Live Review Internacional
‘Ecos’: la emoción colectiva por sobre la ausencia
El regreso de Soda Stereo con Ecos plantea una experiencia que se mueve entre la memoria y la tecnología, donde la emoción colectiva termina pesando más que cualquier discusión.
La tecnología -por más lograda que sea- no logra reemplazar una presencia. Esa es, quizás, la primera certeza con la que uno entra a Ecos. Y también, la más honesta.
Pero lo que ocurre dentro del Movistar Arena no se queda ahí. Desde el inicio, el show plantea otra lógica: no intenta reconstruir un concierto tal como fue, sino proponer una experiencia que se mueve entre la memoria, la imagen y la emoción colectiva. En ese terreno, más difuso pero también más sensible, Soda Stereo encuentra su fuerza.
Una experiencia que no busca reemplazar
Porque más allá de cualquier debate previo, lo que se vivió fue un público completamente entregado. Canción tras canción, el recinto se transformó en un coro masivo, donde cada letra era sabida, cada entrada celebrada y cada pausa cargada de expectativa. Y ahí es donde el espectáculo funciona: la conexión no está únicamente en el escenario, sino en la gente.
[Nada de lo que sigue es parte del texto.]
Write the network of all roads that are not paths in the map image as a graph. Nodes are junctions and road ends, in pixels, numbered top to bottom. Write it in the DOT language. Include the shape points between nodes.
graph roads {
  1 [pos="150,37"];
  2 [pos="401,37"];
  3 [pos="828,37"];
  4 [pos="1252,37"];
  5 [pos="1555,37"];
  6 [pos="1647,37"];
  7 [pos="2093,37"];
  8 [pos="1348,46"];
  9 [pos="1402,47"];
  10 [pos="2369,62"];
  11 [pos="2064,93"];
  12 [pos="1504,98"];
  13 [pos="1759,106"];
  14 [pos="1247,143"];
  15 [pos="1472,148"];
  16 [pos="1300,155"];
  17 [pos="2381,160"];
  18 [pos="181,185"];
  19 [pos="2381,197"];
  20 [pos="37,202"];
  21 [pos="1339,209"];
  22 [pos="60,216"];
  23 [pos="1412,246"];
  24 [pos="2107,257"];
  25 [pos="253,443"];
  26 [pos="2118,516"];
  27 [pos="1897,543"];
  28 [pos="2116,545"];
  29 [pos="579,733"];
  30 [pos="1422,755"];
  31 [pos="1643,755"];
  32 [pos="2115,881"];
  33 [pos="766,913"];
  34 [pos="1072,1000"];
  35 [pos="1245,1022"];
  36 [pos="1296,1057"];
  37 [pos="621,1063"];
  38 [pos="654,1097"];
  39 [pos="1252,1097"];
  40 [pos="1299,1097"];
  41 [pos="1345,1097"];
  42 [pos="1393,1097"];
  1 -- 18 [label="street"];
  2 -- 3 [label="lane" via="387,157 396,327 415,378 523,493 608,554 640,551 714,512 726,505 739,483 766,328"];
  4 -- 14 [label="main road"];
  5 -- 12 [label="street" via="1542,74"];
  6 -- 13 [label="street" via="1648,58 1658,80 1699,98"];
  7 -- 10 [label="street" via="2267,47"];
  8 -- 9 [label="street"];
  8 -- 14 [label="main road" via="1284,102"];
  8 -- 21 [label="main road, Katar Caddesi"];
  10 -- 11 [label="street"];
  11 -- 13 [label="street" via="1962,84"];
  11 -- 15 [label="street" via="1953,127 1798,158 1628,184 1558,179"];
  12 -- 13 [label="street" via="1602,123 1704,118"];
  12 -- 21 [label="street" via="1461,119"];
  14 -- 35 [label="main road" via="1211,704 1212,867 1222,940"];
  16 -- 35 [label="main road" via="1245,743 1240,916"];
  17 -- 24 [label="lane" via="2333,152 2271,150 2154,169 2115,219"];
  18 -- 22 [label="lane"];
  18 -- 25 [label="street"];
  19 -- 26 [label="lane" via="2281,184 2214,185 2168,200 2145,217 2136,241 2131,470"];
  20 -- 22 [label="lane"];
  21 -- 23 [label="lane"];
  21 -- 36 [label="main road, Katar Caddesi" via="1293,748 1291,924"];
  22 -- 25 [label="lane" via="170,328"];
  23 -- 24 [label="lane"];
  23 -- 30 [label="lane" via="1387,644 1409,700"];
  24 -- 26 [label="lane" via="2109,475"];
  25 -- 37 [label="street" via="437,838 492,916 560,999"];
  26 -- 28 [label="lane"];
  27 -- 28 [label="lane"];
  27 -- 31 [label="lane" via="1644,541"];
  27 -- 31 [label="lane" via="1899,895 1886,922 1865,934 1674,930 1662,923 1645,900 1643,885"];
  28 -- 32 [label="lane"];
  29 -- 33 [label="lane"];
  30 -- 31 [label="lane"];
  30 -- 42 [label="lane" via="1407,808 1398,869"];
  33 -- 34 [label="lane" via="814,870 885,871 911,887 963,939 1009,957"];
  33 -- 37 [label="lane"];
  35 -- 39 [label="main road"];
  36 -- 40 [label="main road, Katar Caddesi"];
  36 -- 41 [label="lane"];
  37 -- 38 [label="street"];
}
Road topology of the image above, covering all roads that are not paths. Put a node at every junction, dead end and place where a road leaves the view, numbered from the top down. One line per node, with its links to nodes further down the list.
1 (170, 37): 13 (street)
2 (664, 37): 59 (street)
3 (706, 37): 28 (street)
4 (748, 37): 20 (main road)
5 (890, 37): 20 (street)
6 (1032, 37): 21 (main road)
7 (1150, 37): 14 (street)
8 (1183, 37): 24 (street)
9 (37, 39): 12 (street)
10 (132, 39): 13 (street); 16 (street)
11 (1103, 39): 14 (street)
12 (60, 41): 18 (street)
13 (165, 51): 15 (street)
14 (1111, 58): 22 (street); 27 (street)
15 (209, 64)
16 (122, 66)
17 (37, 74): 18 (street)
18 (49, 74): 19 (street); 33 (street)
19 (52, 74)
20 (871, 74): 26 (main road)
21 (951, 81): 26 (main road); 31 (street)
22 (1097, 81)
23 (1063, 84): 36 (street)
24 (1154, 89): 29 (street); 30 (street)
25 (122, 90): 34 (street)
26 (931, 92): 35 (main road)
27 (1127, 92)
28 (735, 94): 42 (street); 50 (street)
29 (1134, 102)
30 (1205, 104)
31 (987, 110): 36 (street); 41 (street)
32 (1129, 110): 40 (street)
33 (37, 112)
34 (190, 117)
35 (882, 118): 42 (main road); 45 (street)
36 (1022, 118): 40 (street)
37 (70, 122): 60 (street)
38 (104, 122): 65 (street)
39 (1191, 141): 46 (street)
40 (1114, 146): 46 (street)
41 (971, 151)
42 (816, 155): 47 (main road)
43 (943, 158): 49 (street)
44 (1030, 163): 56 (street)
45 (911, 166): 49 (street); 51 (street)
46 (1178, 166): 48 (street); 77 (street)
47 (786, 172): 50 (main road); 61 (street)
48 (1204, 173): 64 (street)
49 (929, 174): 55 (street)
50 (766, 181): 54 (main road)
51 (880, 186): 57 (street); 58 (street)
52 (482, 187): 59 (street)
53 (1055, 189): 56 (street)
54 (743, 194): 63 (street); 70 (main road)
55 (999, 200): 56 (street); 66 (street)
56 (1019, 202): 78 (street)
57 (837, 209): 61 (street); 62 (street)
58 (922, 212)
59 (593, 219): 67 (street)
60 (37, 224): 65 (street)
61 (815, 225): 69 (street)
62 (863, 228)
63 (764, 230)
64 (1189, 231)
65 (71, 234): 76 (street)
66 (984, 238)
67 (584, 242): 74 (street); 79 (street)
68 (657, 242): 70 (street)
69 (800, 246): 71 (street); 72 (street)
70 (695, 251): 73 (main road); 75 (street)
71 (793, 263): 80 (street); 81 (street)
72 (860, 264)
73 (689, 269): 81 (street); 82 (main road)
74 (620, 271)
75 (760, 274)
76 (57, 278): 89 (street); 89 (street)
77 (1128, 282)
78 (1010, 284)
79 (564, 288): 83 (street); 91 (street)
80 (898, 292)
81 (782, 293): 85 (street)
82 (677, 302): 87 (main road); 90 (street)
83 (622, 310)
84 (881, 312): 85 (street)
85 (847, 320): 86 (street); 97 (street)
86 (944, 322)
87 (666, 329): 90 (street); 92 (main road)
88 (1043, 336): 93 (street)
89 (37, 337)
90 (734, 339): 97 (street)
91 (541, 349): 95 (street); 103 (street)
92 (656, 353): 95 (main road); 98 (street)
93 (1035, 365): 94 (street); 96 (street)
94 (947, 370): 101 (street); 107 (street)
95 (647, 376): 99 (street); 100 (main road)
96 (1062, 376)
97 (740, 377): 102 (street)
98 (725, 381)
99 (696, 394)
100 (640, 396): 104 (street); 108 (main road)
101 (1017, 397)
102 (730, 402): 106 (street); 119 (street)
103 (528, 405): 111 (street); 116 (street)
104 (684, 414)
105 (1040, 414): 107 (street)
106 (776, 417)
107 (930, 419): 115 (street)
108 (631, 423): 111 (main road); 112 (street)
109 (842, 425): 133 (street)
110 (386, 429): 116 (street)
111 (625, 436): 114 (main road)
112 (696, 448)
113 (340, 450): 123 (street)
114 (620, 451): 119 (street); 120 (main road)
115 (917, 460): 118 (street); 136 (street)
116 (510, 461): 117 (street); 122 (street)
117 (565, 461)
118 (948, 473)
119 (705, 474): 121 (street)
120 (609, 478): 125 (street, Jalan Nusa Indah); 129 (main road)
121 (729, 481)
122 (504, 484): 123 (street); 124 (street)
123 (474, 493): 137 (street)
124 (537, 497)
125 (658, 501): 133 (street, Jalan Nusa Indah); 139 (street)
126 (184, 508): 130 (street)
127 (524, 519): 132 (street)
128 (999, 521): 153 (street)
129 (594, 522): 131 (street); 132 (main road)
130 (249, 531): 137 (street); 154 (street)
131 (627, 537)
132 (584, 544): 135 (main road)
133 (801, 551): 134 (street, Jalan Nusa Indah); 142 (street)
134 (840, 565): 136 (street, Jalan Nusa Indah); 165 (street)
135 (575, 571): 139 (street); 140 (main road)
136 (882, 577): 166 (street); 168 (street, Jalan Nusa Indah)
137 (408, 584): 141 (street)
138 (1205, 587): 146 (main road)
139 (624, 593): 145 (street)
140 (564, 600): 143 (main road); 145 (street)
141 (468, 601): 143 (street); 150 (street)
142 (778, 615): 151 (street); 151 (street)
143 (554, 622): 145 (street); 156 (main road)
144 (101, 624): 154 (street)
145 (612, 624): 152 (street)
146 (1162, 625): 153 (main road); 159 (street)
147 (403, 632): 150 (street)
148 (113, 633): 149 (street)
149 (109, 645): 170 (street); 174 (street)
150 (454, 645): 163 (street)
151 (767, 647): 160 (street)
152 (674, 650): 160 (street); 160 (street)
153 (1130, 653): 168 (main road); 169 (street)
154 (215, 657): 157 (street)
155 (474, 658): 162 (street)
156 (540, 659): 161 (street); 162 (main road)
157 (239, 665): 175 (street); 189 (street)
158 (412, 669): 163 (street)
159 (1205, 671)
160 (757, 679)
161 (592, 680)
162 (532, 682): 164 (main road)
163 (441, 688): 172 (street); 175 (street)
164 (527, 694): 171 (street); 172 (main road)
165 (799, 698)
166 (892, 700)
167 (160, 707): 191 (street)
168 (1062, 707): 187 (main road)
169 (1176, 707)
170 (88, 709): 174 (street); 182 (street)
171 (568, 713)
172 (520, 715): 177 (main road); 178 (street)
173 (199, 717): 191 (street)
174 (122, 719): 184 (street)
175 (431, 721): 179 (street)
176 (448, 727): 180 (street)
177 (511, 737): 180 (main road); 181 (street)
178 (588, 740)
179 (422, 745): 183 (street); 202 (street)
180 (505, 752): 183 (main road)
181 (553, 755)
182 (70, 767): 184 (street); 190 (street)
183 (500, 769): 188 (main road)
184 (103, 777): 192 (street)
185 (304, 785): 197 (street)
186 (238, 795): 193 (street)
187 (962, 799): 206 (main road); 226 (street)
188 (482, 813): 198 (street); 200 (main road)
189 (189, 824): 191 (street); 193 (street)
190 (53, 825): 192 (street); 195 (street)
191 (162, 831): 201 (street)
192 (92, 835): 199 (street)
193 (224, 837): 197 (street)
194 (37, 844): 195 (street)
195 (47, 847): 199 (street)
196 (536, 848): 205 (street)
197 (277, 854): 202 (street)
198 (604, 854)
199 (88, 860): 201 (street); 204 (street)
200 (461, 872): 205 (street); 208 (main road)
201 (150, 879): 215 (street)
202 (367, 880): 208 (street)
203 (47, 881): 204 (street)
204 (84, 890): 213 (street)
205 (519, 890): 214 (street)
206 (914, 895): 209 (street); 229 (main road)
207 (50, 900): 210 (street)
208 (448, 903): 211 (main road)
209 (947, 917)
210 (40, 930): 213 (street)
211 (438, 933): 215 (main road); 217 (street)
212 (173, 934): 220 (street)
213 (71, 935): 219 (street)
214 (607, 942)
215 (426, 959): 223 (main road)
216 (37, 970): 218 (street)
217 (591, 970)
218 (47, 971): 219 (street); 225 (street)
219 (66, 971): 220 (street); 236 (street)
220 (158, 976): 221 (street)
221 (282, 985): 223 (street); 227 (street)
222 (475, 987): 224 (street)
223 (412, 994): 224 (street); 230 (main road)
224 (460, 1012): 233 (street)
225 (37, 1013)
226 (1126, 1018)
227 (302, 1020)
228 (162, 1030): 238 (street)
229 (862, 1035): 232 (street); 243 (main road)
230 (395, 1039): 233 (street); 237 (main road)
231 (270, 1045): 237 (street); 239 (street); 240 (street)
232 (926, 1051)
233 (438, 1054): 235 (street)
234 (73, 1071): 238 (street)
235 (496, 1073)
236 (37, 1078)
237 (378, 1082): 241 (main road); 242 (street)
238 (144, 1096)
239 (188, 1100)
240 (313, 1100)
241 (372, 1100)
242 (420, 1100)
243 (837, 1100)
La primera aparición de la imagen de Gustavo Cerati marca un punto de quiebre. Más allá del impacto visual, lo que ocurre es emocional. Hay gritos, pero también hay algo más profundo: gente visiblemente emocionada incluso hasta las lágrimas. No es solo una imagen, es un momento.
Entre lo real y lo construido
La recreación digital de Cerati -uno de los elementos más comentados- genera inevitablemente una sensación ambigua. Por momentos sorprende por su nivel de detalle; en otros, se percibe distante. No hay una ilusión total, y probablemente tampoco la busca.
Es, más bien, un recordatorio constante de la ausencia, aunque el corazón de un vuelco al verlo. Y sin embargo, cuando el show recurre a imágenes reales, algo cambia. La emoción se vuelve más directa, menos mediada. Como si lo auténtico encontrara su lugar dentro de una puesta que convive permanentemente entre lo reconstruido y lo real.
Esa dualidad atraviesa todo el espectáculo: homenaje y reconstrucción, cercanía y distancia.
Cuando la emoción pesa más que la discusión
Visualmente, el show también construye su propio lenguaje. No todo lo digital busca ser perfecto, pero hay momentos donde la propuesta alcanza una belleza particular. La atmósfera de ‘Hombre al agua’ o la fuerza de ‘Ella usó mi cabeza como un revólver‘ son ejemplos claros de cómo lo visual y lo musical logran encontrarse.
El inicio con ‘Ecos’ tampoco es casual. El espectáculo no oculta lo que es, ni intenta engañar. No promete lo imposible.
Y ahí aparece una de las preguntas inevitables: ¿hasta qué punto es legítimo construir un show en torno a la imagen de un artista que ya no está? Es una incomodidad que no desaparece de la discusión, y que forma parte de la experiencia.
En redes, esa tensión es evidente. Hay quienes lo celebran y quienes lo cuestionan. Pero dentro del recinto, la sensación es otra. Hay catarsis colectiva.
Más allá de lo técnico
‘Ecos’ no es todo Soda Stereo en vivo, ni pretende serlo. Es otra cosa. Una experiencia construida desde la nostalgia, atravesada por la tecnología y sostenida, sobre todo, por quienes están ahí. No reemplaza lo irrepetible, pero por momentos, logra acercarse lo suficiente como para sentirse real.
Y si alguien habla de “comunicación sin emoción”, probablemente no estuvo ahí para sentir el ambiente y ver a las personas conectando con sus emociones.
Porque más allá de cualquier discusión, hay algo que no se puede simular: lo que pasa cuando miles de personas cantan las mismas canciones como si el tiempo no hubiera pasado. Y eso, anoche, estuvo ahí.